En las actuales condiciones del país, la enseñanza impartida en las catacumbas no es índice, apenas, de nuestra fortaleza. También lo es de nuestra precariedad. Quienes estamos en ellas sabemos qué serios son los obstáculos creados —muy a su pesar— por el propio alumnado y no solo por quienes impugnan nuestras enseñanzas. La muchachada carece, casi completamente, de experiencia cívica. El grado de desinformación política es alarmante. La comprensión de nuestra historia nacional, nula en casi todos. Tantas estrecheces, y aun otras más, hacen que la vocación intelectual tienda —en principio— a remontarse como necesidad de un individualismo extremo; de un temperamento inconsciente de su enajenación social. En el grueso del alumnado puede palparse la desorientación de una sensibilidad ciudadana que no encuentra el cauce de su desarrollo maduro. Para colmo —y no son estos, por cierto, expresión de la cultura de catacumbas— abundan los centros de trabajo cuyos líderes fomentan, con franco entusiasmo, la visión del intelectual como un ser desapegado de los conflictos del pueblo, distante de las preocupaciones colectivas e inmerso en una soledad santificada por la especialización y una hondura inaccesibles al «vulgo». Este no es, claro, un mal de la cultura de catacumbas pero es, en cambio, un cáncer de la cultura oficial. El mal que acecha a la cultura de catacumbas es otro y no menos grave. Yo diría que el riesgo que ella corre es el de la macrocefalia. Su crecimiento desmedido debiera encararse como un síntoma inquietante y no como un indicio auspicioso. La razón es esta: en la Argentina actual, la cultura de catacumbas es sucedánea de una vida universitaria saludable, creadora, venturosa.

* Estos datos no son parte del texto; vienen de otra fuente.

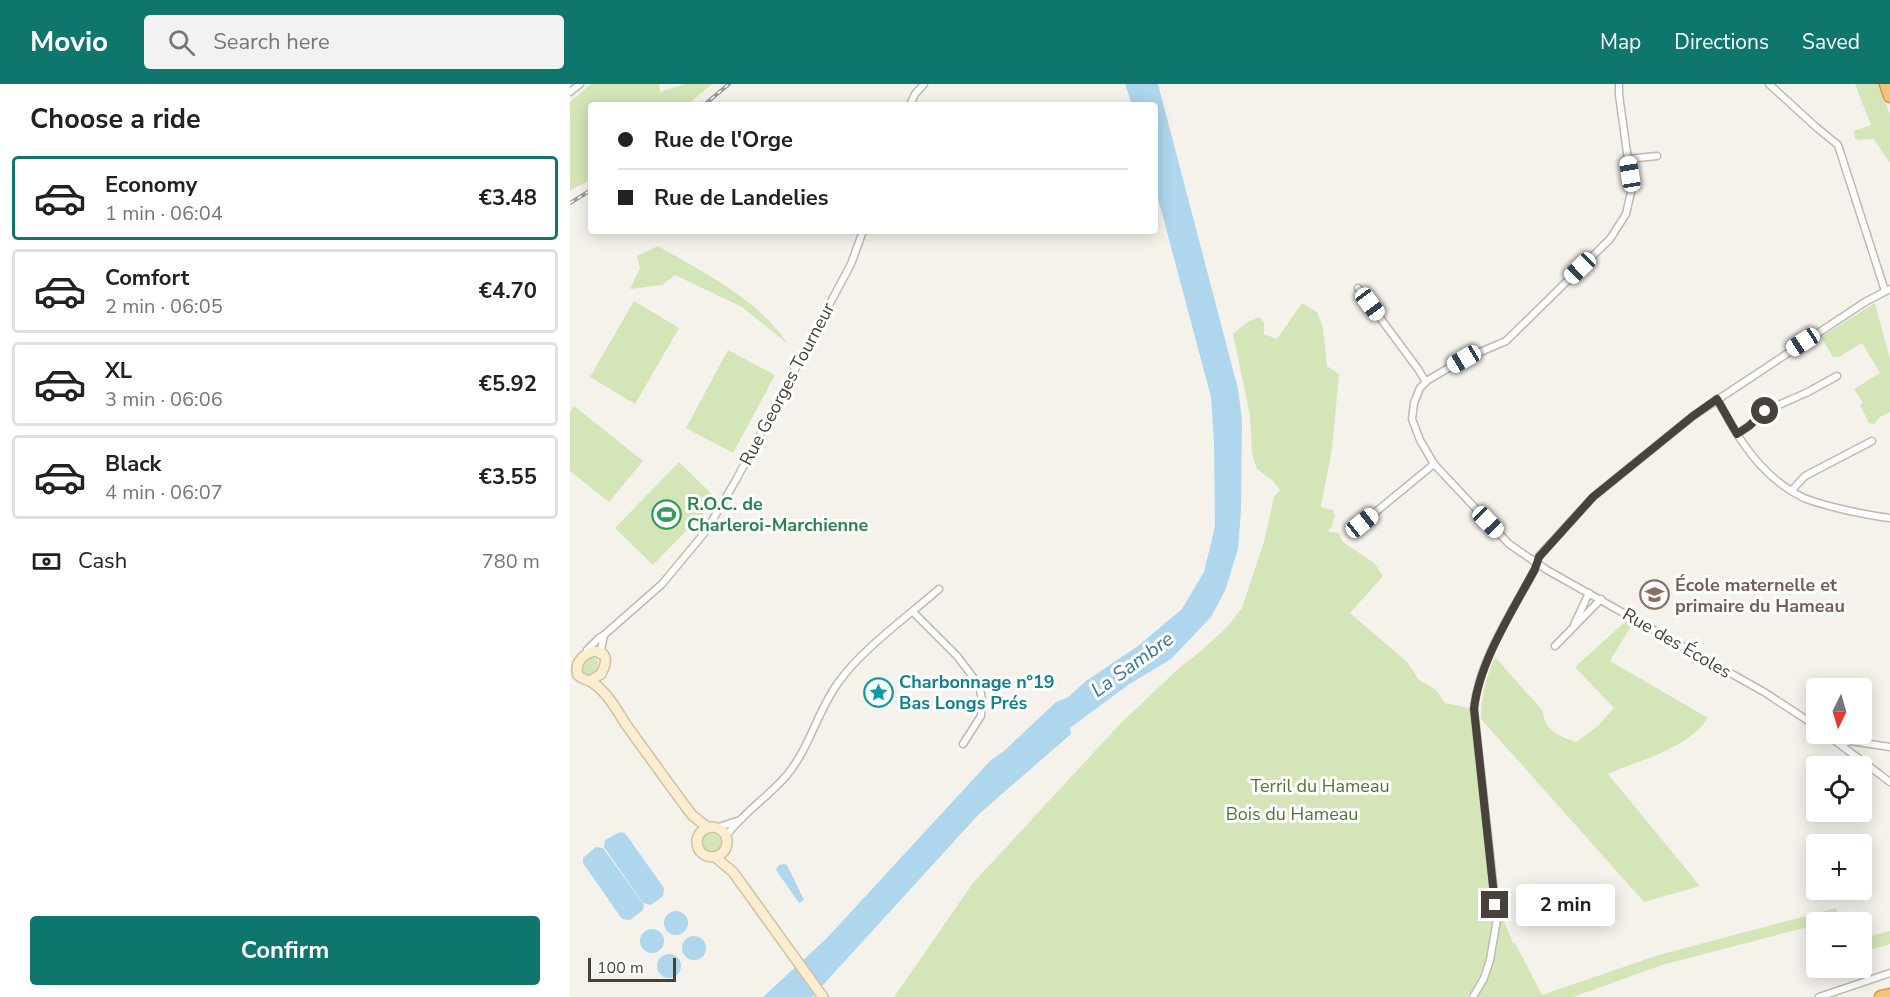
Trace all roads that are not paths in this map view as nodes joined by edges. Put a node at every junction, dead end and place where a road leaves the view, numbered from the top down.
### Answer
1 (580, 84) edge
2 (924, 84) edge
3 (1619, 84) edge
4 (1769, 84) edge
5 (1886, 84) edge
6 (570, 92) edge
7 (1890, 96) edge
8 (911, 102) edge
9 (1657, 156) dead end
10 (1628, 159) junction
11 (862, 234) edge
12 (1358, 288) dead end
13 (1887, 290) edge
14 (1837, 376) dead end
15 (1426, 382) junction
16 (1717, 399) junction
17 (1737, 434) junction
18 (1872, 441) dead end
19 (1434, 464) junction
20 (1792, 490) junction
21 (1889, 516) edge
22 (1355, 529) dead end
23 (1536, 563) junction
24 (939, 589) dead end
25 (1589, 593) junction
26 (1601, 600) junction
27 (913, 612) junction
28 (1571, 629) junction
29 (604, 635) junction
30 (1555, 646) dead end
31 (587, 650) junction
32 (600, 655) junction
33 (573, 660) edge
34 (573, 675) edge
35 (601, 675) junction
36 (590, 681) junction
37 (608, 697) junction
38 (1806, 719) edge
39 (963, 744) dead end
40 (1841, 744) edge
41 (1870, 744) edge
42 (1890, 747) edge
43 (1890, 782) edge
44 (692, 815) junction
45 (737, 820) junction
46 (712, 828) junction
47 (699, 834) junction
48 (726, 836) junction
49 (725, 850) junction
50 (715, 857) junction
51 (733, 872) junction
52 (1890, 973) edge
53 (1890, 995) edge
54 (823, 997) edge
55 (1473, 997) edge
56 (1819, 997) edge
57 (1881, 997) edge

1 - 6 street
2 - 8 street
3 - 10 street
4 - 13 street
5 - 7 highway
9 - 10 street
10 - 15 street
11 - 29 street, Rue Georges Tourneur
12 - 15 street
13 - 16 street
14 - 17 street
15 - 19 street, Rue des Écoles
16 - 17 street
16 - 23 street
17 - 20 street
18 - 20 street
19 - 22 street
19 - 23 street, Rue des Écoles
20 - 21 street
23 - 25 street, Rue des Écoles
23 - 55 street
24 - 27 street
25 - 26 street, Rue des Écoles
25 - 28 street
26 - 28 street
26 - 38 street, Rue des Écoles
27 - 39 street
27 - 45 street
28 - 30 street
29 - 31 street, Rue Georges Tourneur
29 - 32 street
31 - 32 street
31 - 33 street
32 - 35 street
33 - 34 street
34 - 36 street
35 - 36 street
35 - 37 street
36 - 37 street
37 - 44 street
40 - 43 street
41 - 42 street
44 - 46 street
44 - 47 street
45 - 46 street
45 - 48 street
46 - 47 street
46 - 48 street
47 - 50 street
48 - 49 street
49 - 50 street
49 - 51 street
50 - 51 street
51 - 54 street
52 - 56 street
53 - 57 highway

Si la universidad nacional fuera lo que debió y aún debe ser, los centros de trabajo intelectual que hoy dan vida a la cultura de catacumbas serían su módico complemento, nunca su reemplazante.

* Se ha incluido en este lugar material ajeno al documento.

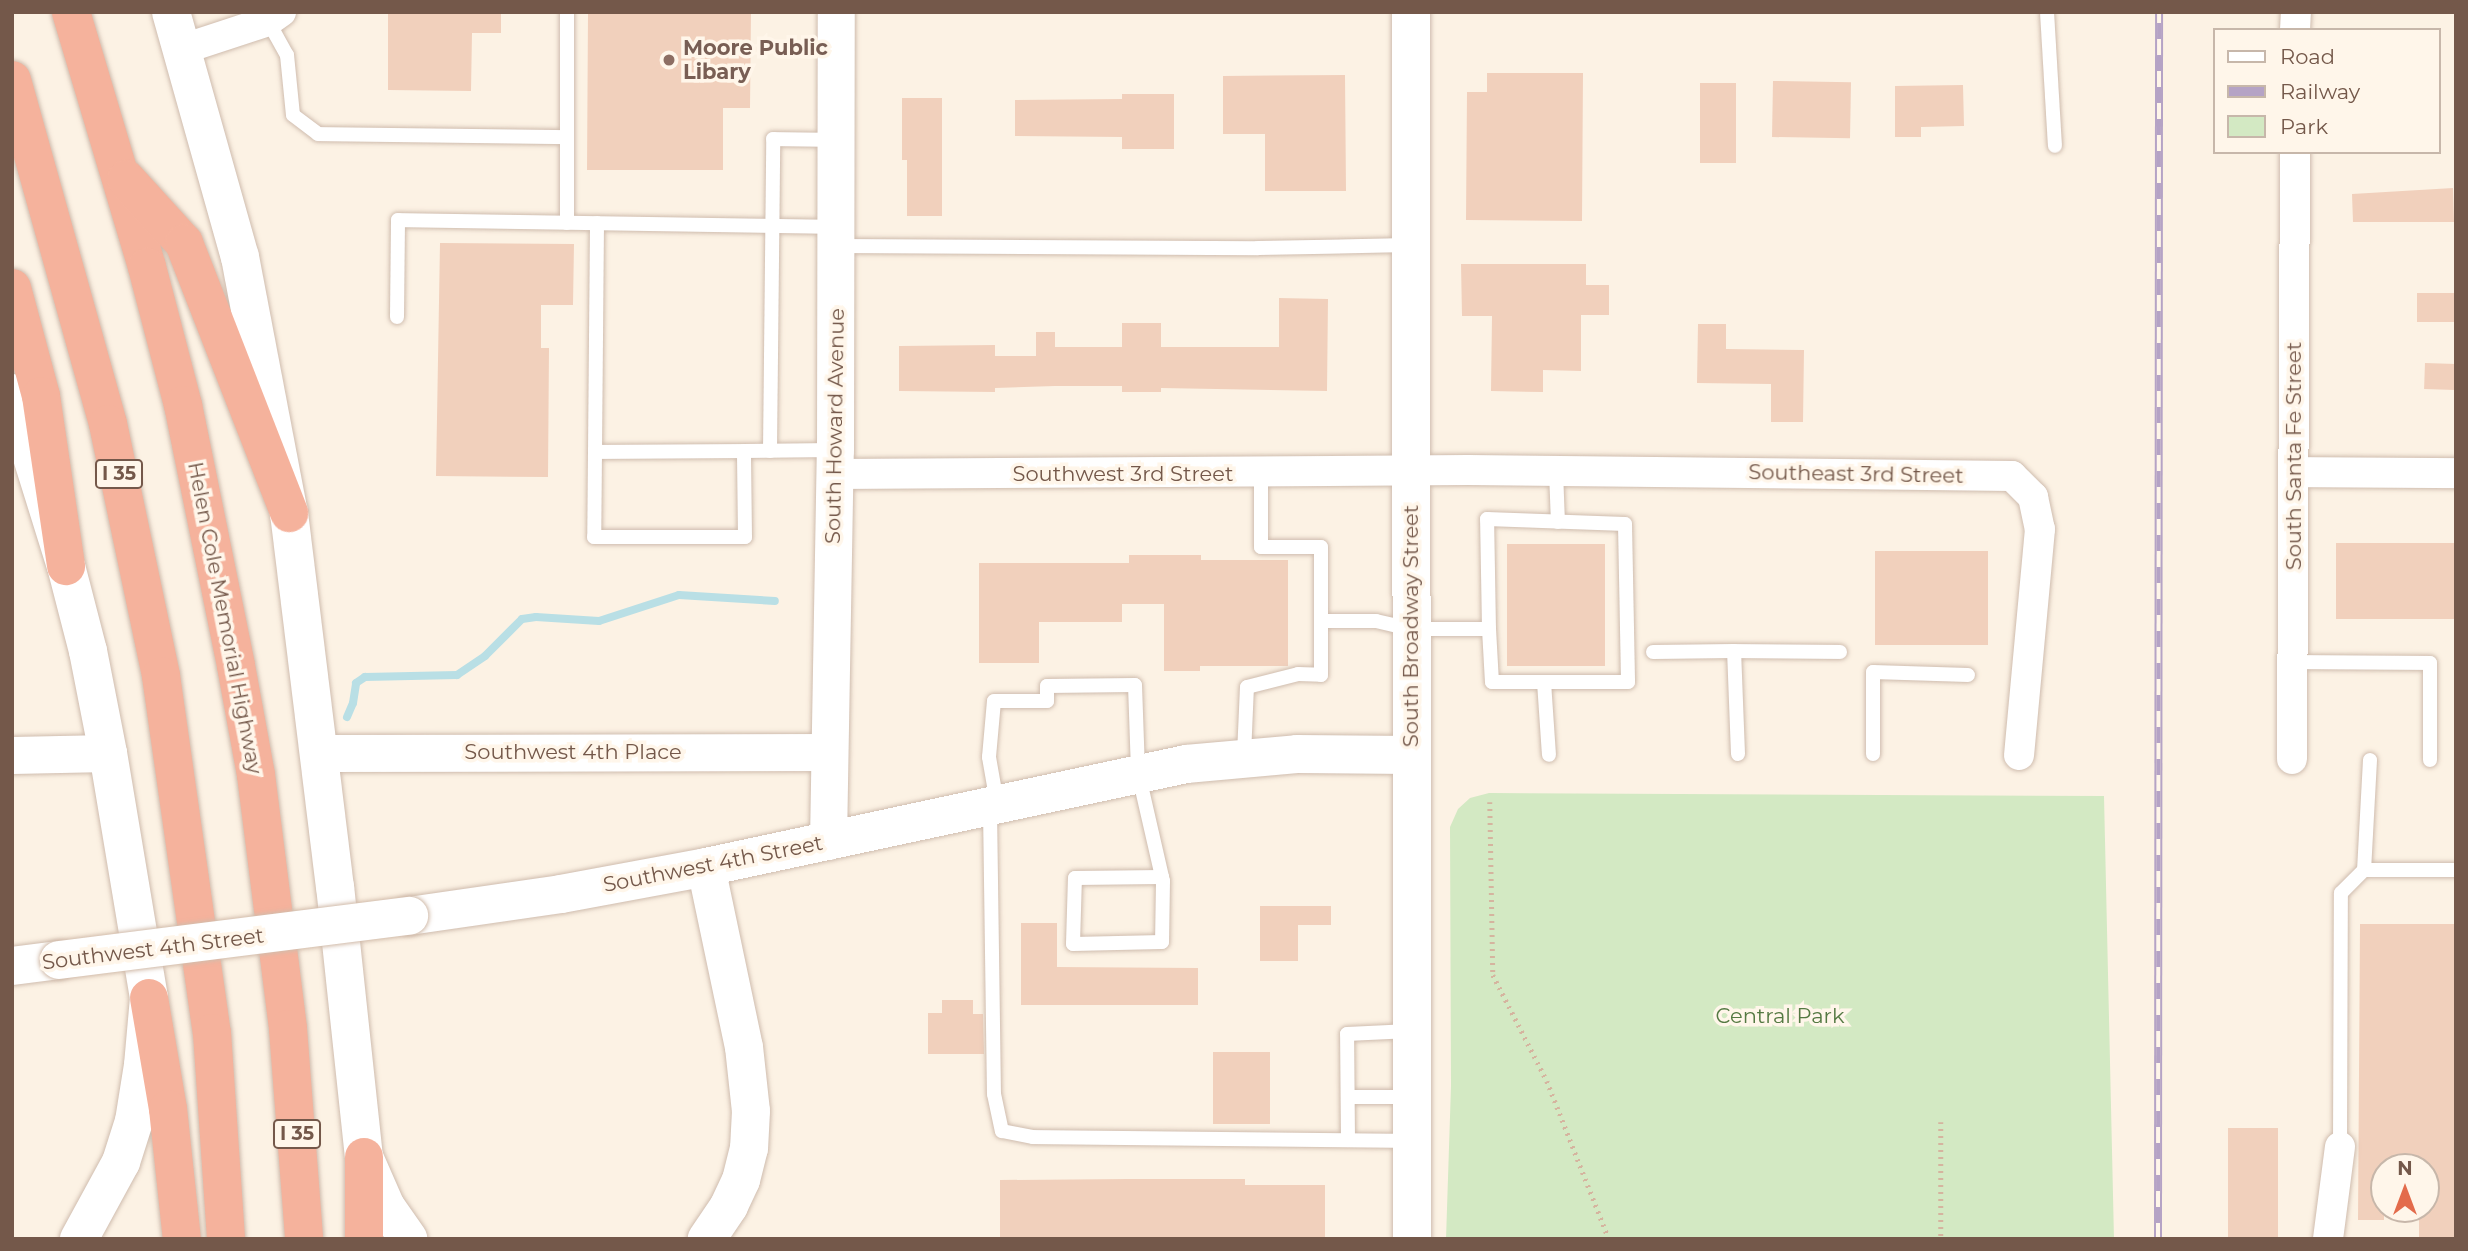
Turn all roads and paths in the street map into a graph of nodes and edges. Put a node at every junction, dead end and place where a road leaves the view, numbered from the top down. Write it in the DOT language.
graph roads {
  1 [pos="71,12"];
  2 [pos="171,12"];
  3 [pos="567,12"];
  4 [pos="836,12"];
  5 [pos="849,12"];
  6 [pos="1410,12"];
  7 [pos="2047,12"];
  8 [pos="274,17"];
  9 [pos="183,49"];
  10 [pos="12,80"];
  11 [pos="567,137"];
  12 [pos="836,140"];
  13 [pos="2055,146"];
  14 [pos="2295,154"];
  15 [pos="120,172"];
  16 [pos="567,223"];
  17 [pos="597,223"];
  18 [pos="773,226"];
  19 [pos="836,236"];
  20 [pos="1410,245"];
  21 [pos="12,288"];
  22 [pos="397,317"];
  23 [pos="12,393"];
  24 [pos="744,451"];
  25 [pos="770,451"];
  26 [pos="596,452"];
  27 [pos="835,462"];
  28 [pos="1556,471"];
  29 [pos="1410,472"];
  30 [pos="2294,472"];
  31 [pos="1261,473"];
  32 [pos="2456,473"];
  33 [pos="289,513"];
  34 [pos="1558,522"];
  35 [pos="66,566"];
  36 [pos="1321,621"];
  37 [pos="1410,629"];
  38 [pos="1489,629"];
  39 [pos="1734,651"];
  40 [pos="1653,652"];
  41 [pos="1840,652"];
  42 [pos="2293,662"];
  43 [pos="1968,675"];
  44 [pos="1544,682"];
  45 [pos="828,752"];
  46 [pos="108,753"];
  47 [pos="319,753"];
  48 [pos="1738,754"];
  49 [pos="1873,754"];
  50 [pos="12,755"];
  51 [pos="1411,755"];
  52 [pos="1549,755"];
  53 [pos="2020,755"];
  54 [pos="1244,757"];
  55 [pos="2292,759"];
  56 [pos="2370,760"];
  57 [pos="2430,760"];
  58 [pos="1138,772"];
  59 [pos="1490,802"];
  60 [pos="993,804"];
  61 [pos="828,841"];
  62 [pos="706,867"];
  63 [pos="2364,870"];
  64 [pos="2456,870"];
  65 [pos="1162,877"];
  66 [pos="12,966"];
  67 [pos="149,998"];
  68 [pos="1410,1031"];
  69 [pos="1348,1097"];
  70 [pos="1410,1097"];
  71 [pos="1941,1122"];
  72 [pos="1349,1140"];
  73 [pos="1411,1141"];
  74 [pos="2340,1147"];
  75 [pos="363,1157"];
  76 [pos="79,1239"];
  77 [pos="182,1239"];
  78 [pos="226,1239"];
  79 [pos="304,1239"];
  80 [pos="364,1239"];
  81 [pos="408,1239"];
  82 [pos="707,1239"];
  83 [pos="1412,1239"];
  84 [pos="1609,1239"];
  85 [pos="1941,1239"];
  86 [pos="2328,1239"];
  1 -- 15 [label="highway, Helen Cole Memorial Highway / I 35"];
  2 -- 9 [label="main road"];
  3 -- 11 [label="lane"];
  4 -- 5 [label="street"];
  4 -- 12 [label="street, South Howard Avenue"];
  6 -- 20 [label="main road, South Broadway Street"];
  7 -- 13 [label="lane"];
  8 -- 9 [label="street"];
  8 -- 11 [label="lane"];
  9 -- 33 [label="main road"];
  10 -- 78 [label="highway, I 35"];
  11 -- 16 [label="lane"];
  12 -- 18 [label="lane"];
  12 -- 19 [label="street, South Howard Avenue"];
  14 -- 30 [label="street, South Santa Fe Street"];
  15 -- 33 [label="highway"];
  15 -- 79 [label="highway, Helen Cole Memorial Highway / I 35"];
  16 -- 17 [label="lane"];
  16 -- 22 [label="lane"];
  17 -- 18 [label="lane"];
  17 -- 26 [label="lane"];
  18 -- 19 [label="lane"];
  18 -- 25 [label="lane"];
  19 -- 20 [label="lane"];
  19 -- 27 [label="street, South Howard Avenue"];
  20 -- 29 [label="main road, South Broadway Street"];
  21 -- 35 [label="highway"];
  23 -- 35 [label="main road"];
  24 -- 25 [label="lane"];
  24 -- 26 [label="lane"];
  24 -- 26 [label="lane"];
  25 -- 27 [label="lane"];
  27 -- 31 [label="street, Southwest 3rd Street"];
  27 -- 45 [label="street, South Howard Avenue"];
  28 -- 29 [label="street, Southeast 3rd Street"];
  28 -- 34 [label="lane"];
  28 -- 53 [label="street, Southeast 3rd Street"];
  29 -- 31 [label="street, Southwest 3rd Street"];
  29 -- 37 [label="main road, South Broadway Street"];
  30 -- 32 [label="street"];
  30 -- 42 [label="street, South Santa Fe Street"];
  31 -- 36 [label="lane"];
  33 -- 47 [label="main road"];
  34 -- 38 [label="lane"];
  34 -- 44 [label="lane"];
  35 -- 46 [label="main road"];
  36 -- 37 [label="lane"];
  36 -- 54 [label="lane"];
  37 -- 38 [label="lane"];
  37 -- 51 [label="main road, South Broadway Street"];
  38 -- 44 [label="lane"];
  39 -- 40 [label="lane"];
  39 -- 41 [label="lane"];
  39 -- 48 [label="lane"];
  42 -- 55 [label="street, South Santa Fe Street"];
  42 -- 57 [label="lane"];
  43 -- 49 [label="lane"];
  44 -- 52 [label="lane"];
  45 -- 47 [label="street, Southwest 4th Place"];
  45 -- 61 [label="street, South Howard Avenue"];
  46 -- 50 [label="street"];
  46 -- 67 [label="main road"];
  47 -- 75 [label="main road"];
  51 -- 54 [label="main road, Southwest 4th Street"];
  51 -- 68 [label="main road, South Broadway Street"];
  54 -- 58 [label="main road, Southwest 4th Street"];
  56 -- 63 [label="lane"];
  58 -- 60 [label="main road, Southwest 4th Street"];
  58 -- 60 [label="lane"];
  58 -- 65 [label="lane"];
  59 -- 84 [label="path"];
  60 -- 61 [label="main road, Southwest 4th Street"];
  60 -- 72 [label="lane"];
  61 -- 62 [label="main road, Southwest 4th Street"];
  62 -- 66 [label="main road, Southwest 4th Street, bridge"];
  62 -- 82 [label="main road"];
  63 -- 64 [label="lane"];
  63 -- 74 [label="lane"];
  65 -- 65 [label="lane"];
  67 -- 76 [label="main road"];
  67 -- 77 [label="highway"];
  68 -- 69 [label="lane"];
  68 -- 70 [label="main road, South Broadway Street"];
  69 -- 70 [label="lane"];
  69 -- 72 [label="lane"];
  70 -- 73 [label="main road, South Broadway Street"];
  71 -- 85 [label="path"];
  72 -- 73 [label="lane"];
  73 -- 83 [label="main road, South Broadway Street"];
  74 -- 86 [label="street"];
  75 -- 80 [label="highway"];
  75 -- 81 [label="main road"];
}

Hay quienes celebran la multiplicación de estos sitios de expresión y formación que dan vida a la cultura de catacumbas proponiéndolos como prueba del vigoroso aliento creador de la República pero olvidando que ese aliento se hace sentir en un país donde la universidad ha dejado de respirar. Ocurre en este orden de cosas lo que en otro más rústico pero aleccionador: el de los gallineros. Allí es posible ver, de vez en cuando, los cuerpos decapitados de las aves que corren a ciegas.

Durante algunos minutos hay vida y hasta vigor en esa danza siniestra. Pero las cabezas guillotinadas que reposan unos metros más allá anticipan, con su muerte instantánea, la de esos cuerpos que prolongan una agonía sin remedio.

Los centros de expresión y reflexión que al margen de la universidad proliferaron en la Argentina de la década del setenta y que, al parecer, se multiplicarán aún más en los años ochenta, solo cumplirán su misión cabalmente si en ellos se fomenta la necesidad de retorno a una comunidad democrática. De lo contrario, absorberán por un tiempo más la calidez de un sol que ya no brilla pero no podrán perpetuar ese calor.

No debemos ignorar que el país que propició la riqueza distintiva de la cultura de catacumbas no es el país en que se verifica su práctica creciente. O este país termina sin la cultura de catacumbas o la cultura de catacumbas contribuye a terminar con él.

Si quiere tener sentido vivificante, el magisterio ejercido en las catacumbas de la educación nacional deberá desembocar en una actividad universitaria plenamente reconstituida. Y ello solo es posible mediante la normalización de nuestra vida constitucional.

Mientras la Universidad esté consagrada a olvidar el país, nosotros, desde las catacumbas, nos dedicaremos a recordarlo. Pero ese recuerdo tendrá la validez que le confiera la savia llegada desde afuera. Cuando este suministro cese, cesará también la vida en la cultura de catacumbas: nos anquilosaremos irremediablemente y la atrofia se adueñará de nuestras enseñanzas. Entonces ya no seremos un espacio en el que preservamos la simiente de un desarrollo eventual sino el sepulcro donde esa simiente terminó de secarse.